12. From the record placed before me there is no evidence that the appellant ever filed an Appeal to the Court of Appeal thereby granting the court the jurisdiction to hear the application herein for purposes of sentence re-hearing.
13. The court of Appeal in the case of WILLIAM OKUNGU KITTINY v REPUBLIC  eKLR had this to say on the issue: -
“ Although the appellants’ appeal was dismissed by the Court of Appeal on 20th June, 2008, which was then the last appellate court, the constitutional petition filed in the High Court revived the case and by the time the Supreme Court rendered its decision, this appeal was still pending.
The decision of the Supreme Court only discouraged persons from filing petitions to the Supreme Court but the decision does not prohibit courts below it from ordering sentence re-hearing in a matter pending before those courts.
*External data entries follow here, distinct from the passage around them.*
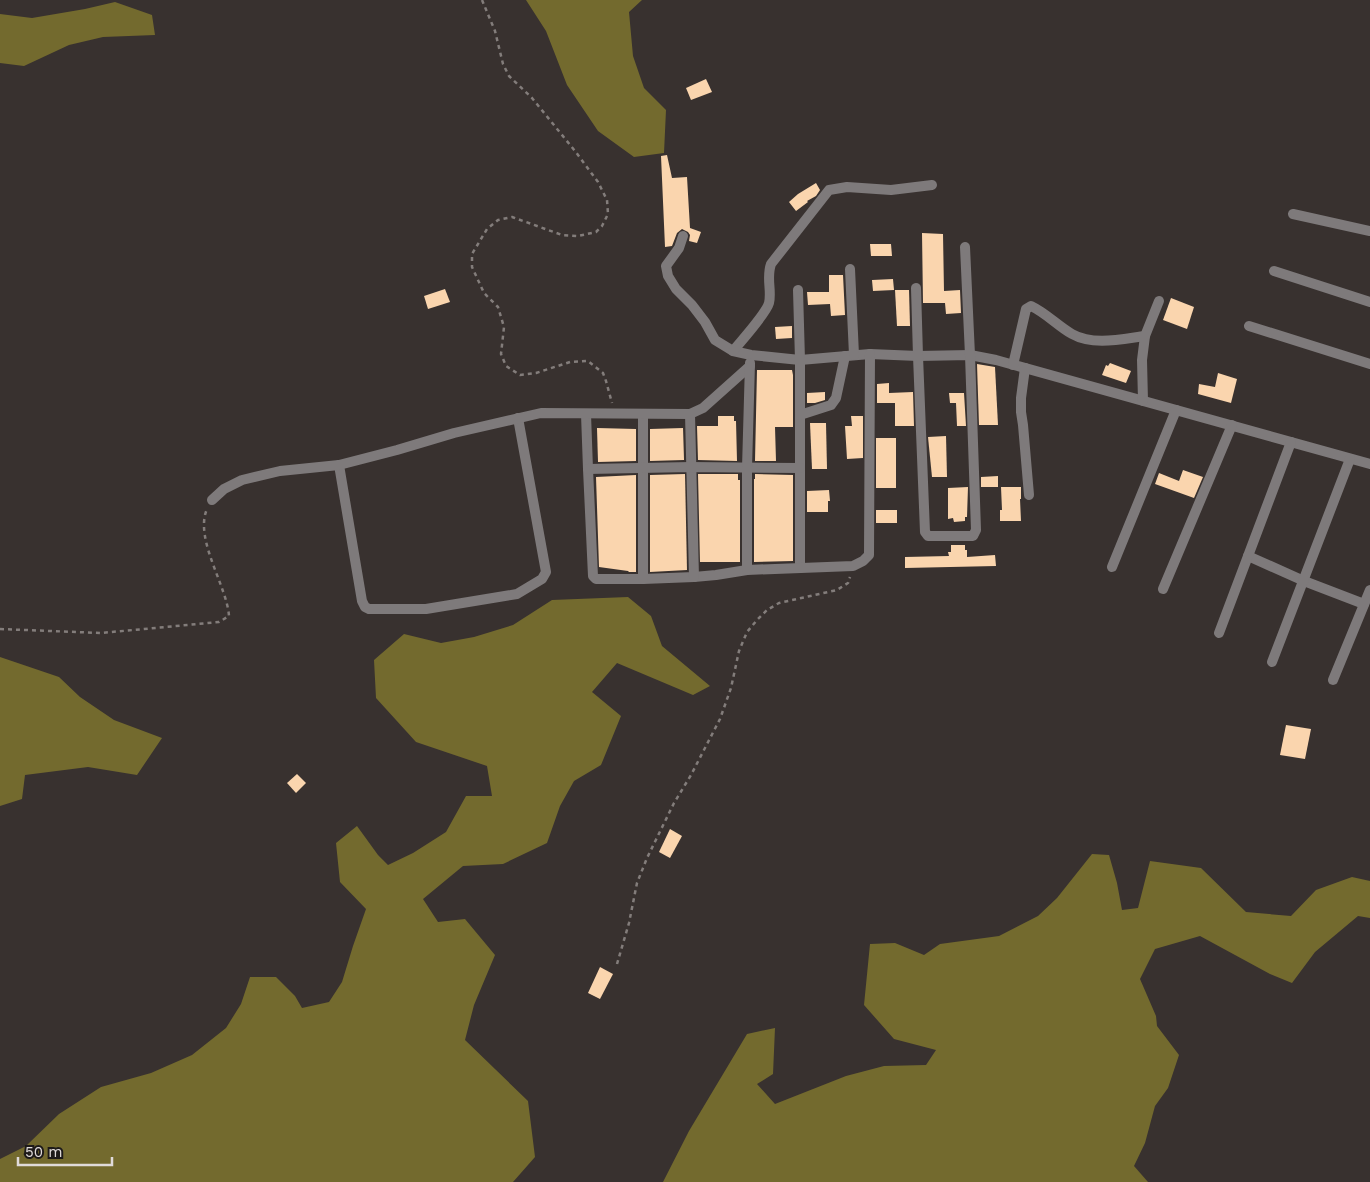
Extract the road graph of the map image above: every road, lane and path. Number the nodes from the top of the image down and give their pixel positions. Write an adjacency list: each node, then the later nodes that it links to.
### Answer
1 (482, 0): 29 (path)
2 (932, 186): 15 (street)
3 (1293, 214): 4 (street)
4 (1370, 231)
5 (683, 236): 15 (street)
6 (964, 247): 19 (street)
7 (850, 269): 18 (street)
8 (1274, 271): 12 (street)
9 (916, 288): 20 (street)
10 (798, 290): 21 (street)
11 (1159, 301): 14 (street)
12 (1370, 302)
13 (1249, 326): 22 (street)
14 (1145, 336): 23 (street); 26 (street)
15 (733, 351): 17 (street)
16 (870, 354): 18 (street); 20 (street); 47 (street)
17 (750, 355): 21 (street); 24 (street)
18 (849, 355): 21 (street); 32 (street)
19 (970, 355): 20 (street); 20 (street); 23 (street)
20 (918, 356)
21 (800, 360): 32 (street)
22 (1370, 364)
23 (1013, 365): 25 (street)
24 (750, 366): 31 (street); 40 (street)
25 (1025, 368): 26 (street); 44 (street)
26 (1143, 401): 27 (street)
27 (1176, 410): 34 (street); 48 (street)
28 (586, 414): 29 (street); 33 (street); 42 (street)
29 (615, 414): 30 (street)
30 (643, 414): 31 (street); 43 (street)
31 (690, 414): 39 (street)
32 (800, 415): 41 (street)
33 (518, 418): 38 (street); 38 (street)
34 (1232, 425): 35 (street); 54 (street)
35 (1292, 442): 36 (street); 46 (street)
36 (1350, 458): 37 (street); 53 (street)
37 (1370, 464)
38 (339, 465): 45 (street)
39 (691, 467): 40 (street); 43 (street); 51 (street)
40 (747, 468): 41 (street); 50 (street)
41 (800, 468): 49 (street)
42 (588, 469): 43 (street); 52 (street)
43 (643, 469): 52 (street)
44 (1029, 495)
45 (212, 500): 57 (path)
46 (1248, 556): 53 (street); 58 (street)
47 (853, 566): 49 (street); 61 (path)
48 (1112, 567)
49 (800, 568): 50 (street)
50 (747, 570): 51 (street)
51 (694, 577): 52 (street)
52 (643, 579)
53 (1304, 581): 56 (street); 59 (street)
54 (1163, 589)
55 (1370, 590): 56 (street)
56 (1364, 604): 60 (street)
57 (0, 629)
58 (1218, 633)
59 (1272, 662)
60 (1333, 680)
61 (617, 964)

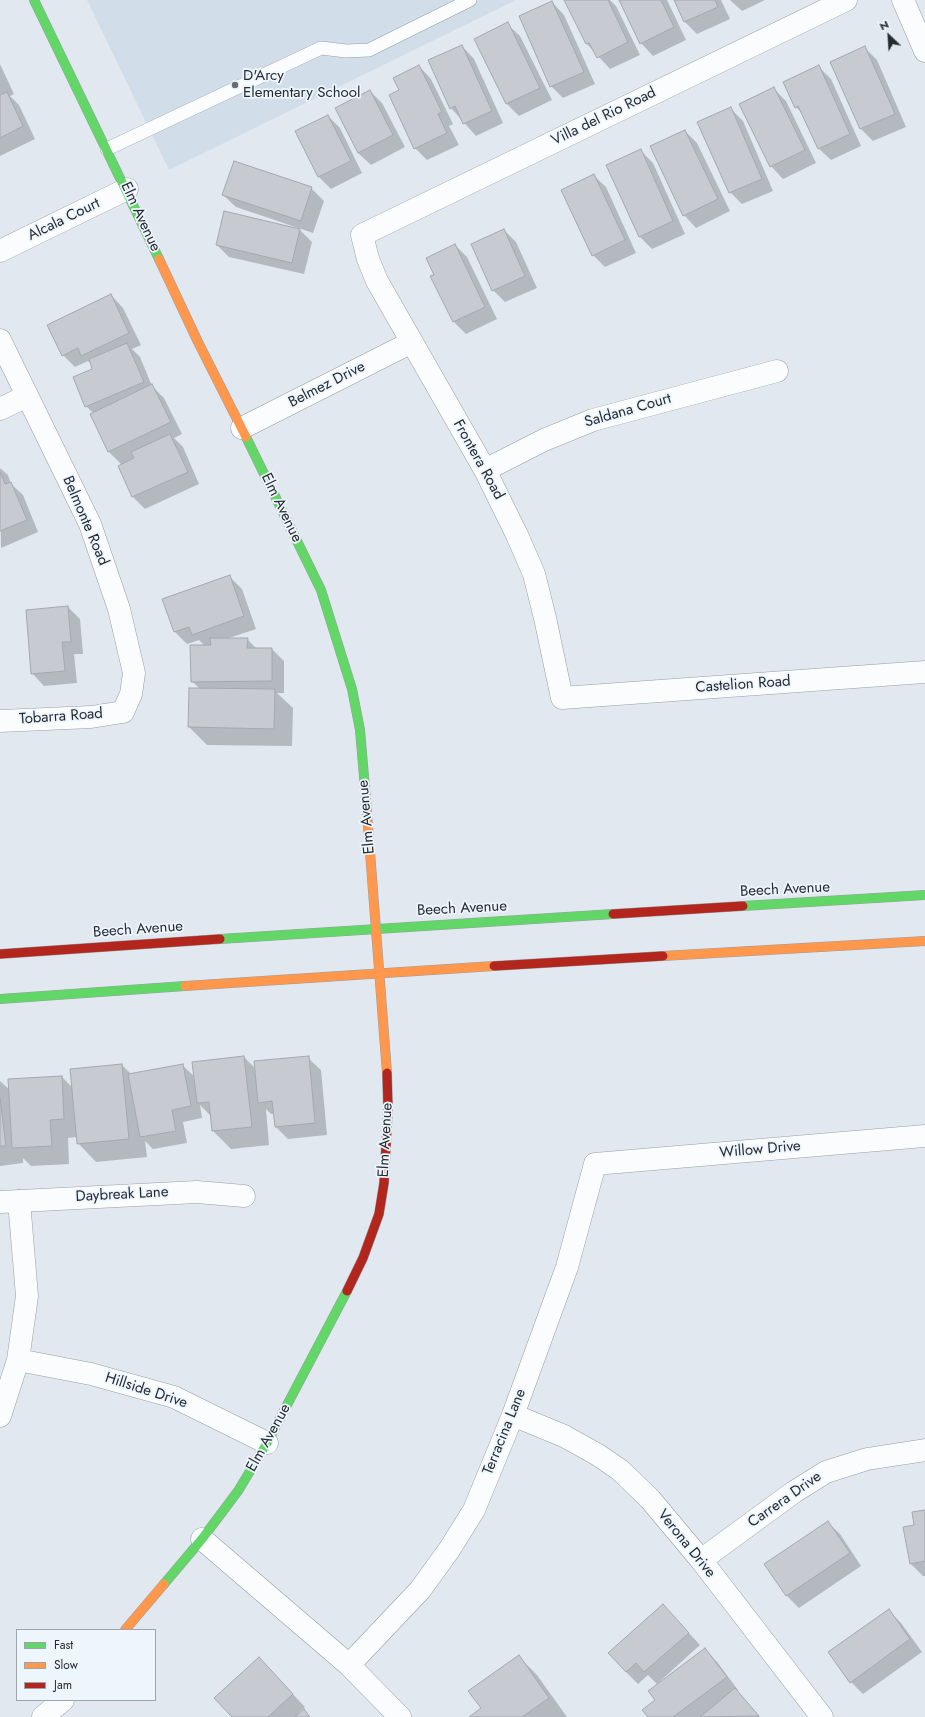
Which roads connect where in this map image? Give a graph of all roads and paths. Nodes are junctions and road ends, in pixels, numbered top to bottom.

By Article 163 (7) of the Constitution, the decision of the Supreme Court has immediate and binding effect on all other courts. The decision of the Supreme Court opened the door for review of death sentences even in finalized cases.
 From the foregoing, the learned judge having partly found in favor of the appellant erred in law in not remitting the case for sentence re-hearing and the appeal is allowed to that extent. Now that the Supreme Court has opened the door for sentence re-hearing, the matter is remitted to the Chief Magistrate’s Court, Kisumu, for sentence re-hearing and sentencing only. The Registrar of this Court to return the record of the Chief Magistrates Court at Kisumu- Criminal Case No. 181 of 2004 as soon as reasonably practicable for sentence re-hearing and sentencing by the Chief Magistrate.”
14. Having confirmed that the applicant did not file an appeal, it therefore follows that the respondent’s submissions to that effect has no merit and will therefore proceed to resentence the applicant by way of review of the sentence passed herein by the court, on the ground of new matters which were not before the court at the time of sentencing. The new matter being that the court did not exercise discretion while sentencing him.
15. In dismissing the application Appeal in Criminal Appeal No. 4 of 2018 the court did not take into account the fact that the same had been sentenced to the mandatory sentence then lawfully provided for the offence of robbery with violence and therefore did not accord the Applicant the benefit of the decision of the Supreme Court in Muruatetu’s case as applied to robbery with violence by the Court of Appeal in the case of WILLIAM OKUNGU KITTINY v REPUBLIC (SUPRA)
16. The Applicant is therefore entitled to sentence re-hearing and having taken into account his age, the fact that the motor cycle, the subject of his conviction was recovered and the nature of the weapon used and the fact that no physical violence was meted upon the victims, come to the conclusion that the death sentence given to the Applicant was excessive in the circumstances.
17. I therefore allow the application by the applicant, set aside the death sentence, and substitute the same with a term of seven (7) years with effect from 7/6/2016 when he first appeared in court under the provisions of Section 333(2) of the Criminal Procedure Code, of which the last two (2) thereof, shall be served on probation for purposes of further rehabilitation to be useful member of society.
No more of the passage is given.